Okay, that’s the background.
Arizona has petroglyphs throughout the state. The ones we recently visited were in the Valley around Phoenix, but farther afield, we’ve seen them near Sedona and in the Petrified Forest as well.
We went to see two sites recently. One was at the far west side of the Valley in the White Tank Mountain Regional Park and the other at the far east end of the Valley, on the south side of the Superstitions.
The White Tank Mountain trail is only about a half mile to the petroglyphs, and it is a very smooth trail indeed. There is a grade to get to the petroglyphs, but no other impediments, and there are benches available along the path. The Waterfall Trail continues on past the “Petroglyph Plaza” for another half mile to the end of the canyon. The waterfall is only around when it has just rained…
The Hieroglyphics Trail, on the other hand, is a moderately difficult hike (on my scale) with a total distance (one way) of 2.2 miles.
It’s difficult to find the trailhead. After that it’s relatively easy. Here are the instructions:
Directions to Hieroglyphics Trailhead (from http://www.arizonahiking.org/Hyrogliph.htm):
From the East Valley follow US 60 East to South Kings Ranch Road.
— Kings Ranch Road is 14.1 miles east of Power Road for reference.
Turn north on Kings Ranch Rd and follow to 2.8 miles to Baseline.
Turn east on Baseline and follow 0.2 miles to Mohican.
Turn north onto Mohican and follow 0.4 miles to Valleyview Road.
Turn west onto Valleyview and follow (naturally turns North, and turns into Whitetail Road) for 1.4 miles.
Turn east at the intersection of Whitetail Rd. and Cloudview Road and follow 0.4 miles to the end.
The trailhead parking is here and the trail is easy to spot to the east.
It climbs from the trailhead up onto a ridge and then follows the ridge up to a canyon on the south side of the Superstitions.
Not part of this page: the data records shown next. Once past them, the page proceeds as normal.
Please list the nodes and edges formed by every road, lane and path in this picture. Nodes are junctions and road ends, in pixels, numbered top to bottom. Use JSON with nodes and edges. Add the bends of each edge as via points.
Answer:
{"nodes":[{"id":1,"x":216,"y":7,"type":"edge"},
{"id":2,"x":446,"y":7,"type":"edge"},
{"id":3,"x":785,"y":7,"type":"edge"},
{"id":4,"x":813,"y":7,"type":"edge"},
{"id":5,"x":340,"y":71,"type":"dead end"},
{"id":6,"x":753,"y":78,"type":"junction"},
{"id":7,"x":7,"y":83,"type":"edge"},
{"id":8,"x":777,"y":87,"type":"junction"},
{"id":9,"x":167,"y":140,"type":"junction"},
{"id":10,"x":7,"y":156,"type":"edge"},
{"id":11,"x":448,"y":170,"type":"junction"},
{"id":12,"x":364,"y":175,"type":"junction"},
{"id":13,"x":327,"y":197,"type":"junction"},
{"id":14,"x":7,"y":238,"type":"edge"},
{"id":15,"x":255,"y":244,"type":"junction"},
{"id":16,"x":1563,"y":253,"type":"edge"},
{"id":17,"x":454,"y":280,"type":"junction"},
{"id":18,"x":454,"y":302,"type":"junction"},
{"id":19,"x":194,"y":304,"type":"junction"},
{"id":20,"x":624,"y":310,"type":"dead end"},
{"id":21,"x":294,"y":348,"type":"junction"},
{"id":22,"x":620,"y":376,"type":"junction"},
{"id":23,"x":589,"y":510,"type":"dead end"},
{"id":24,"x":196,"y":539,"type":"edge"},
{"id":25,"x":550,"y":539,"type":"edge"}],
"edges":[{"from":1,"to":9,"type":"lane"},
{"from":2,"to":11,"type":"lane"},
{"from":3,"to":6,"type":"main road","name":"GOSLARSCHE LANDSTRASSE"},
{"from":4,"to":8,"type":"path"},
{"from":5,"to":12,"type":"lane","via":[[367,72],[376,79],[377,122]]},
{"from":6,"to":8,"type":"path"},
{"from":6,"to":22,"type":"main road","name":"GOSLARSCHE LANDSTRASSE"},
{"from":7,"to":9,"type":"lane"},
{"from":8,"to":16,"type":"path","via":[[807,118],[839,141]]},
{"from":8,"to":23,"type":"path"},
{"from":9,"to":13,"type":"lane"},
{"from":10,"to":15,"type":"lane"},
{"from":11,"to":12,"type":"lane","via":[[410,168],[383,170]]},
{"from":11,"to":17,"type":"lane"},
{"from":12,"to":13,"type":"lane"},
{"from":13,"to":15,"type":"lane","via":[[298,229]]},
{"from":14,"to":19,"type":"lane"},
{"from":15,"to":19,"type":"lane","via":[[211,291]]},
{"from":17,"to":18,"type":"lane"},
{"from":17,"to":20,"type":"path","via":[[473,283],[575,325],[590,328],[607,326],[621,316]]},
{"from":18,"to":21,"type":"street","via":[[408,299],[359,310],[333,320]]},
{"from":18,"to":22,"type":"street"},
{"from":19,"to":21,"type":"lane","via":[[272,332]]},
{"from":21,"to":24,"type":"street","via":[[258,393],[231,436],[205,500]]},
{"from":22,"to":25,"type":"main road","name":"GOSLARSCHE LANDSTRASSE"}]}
The trail is mostly a long slope with little up-and-down variations. The footing ranges from smooth dirt to cobbles and occasional rock, so the moderate difficulty is the combination of all those factors.
This is one of the rockier sections on the trail. Mostly the stones are smaller and much of the path is fairly smooth.
The rock art is alongside some pools of water that formed where the water comes down through that basin.
The view from the trail covers not only the Superstitions, but the SanTans, the mountains east and south of the Superstitions, and some of the western ones. A wide vista!
The two hikes together range from easy to moderate and give you a chance experience the desert in very different ways.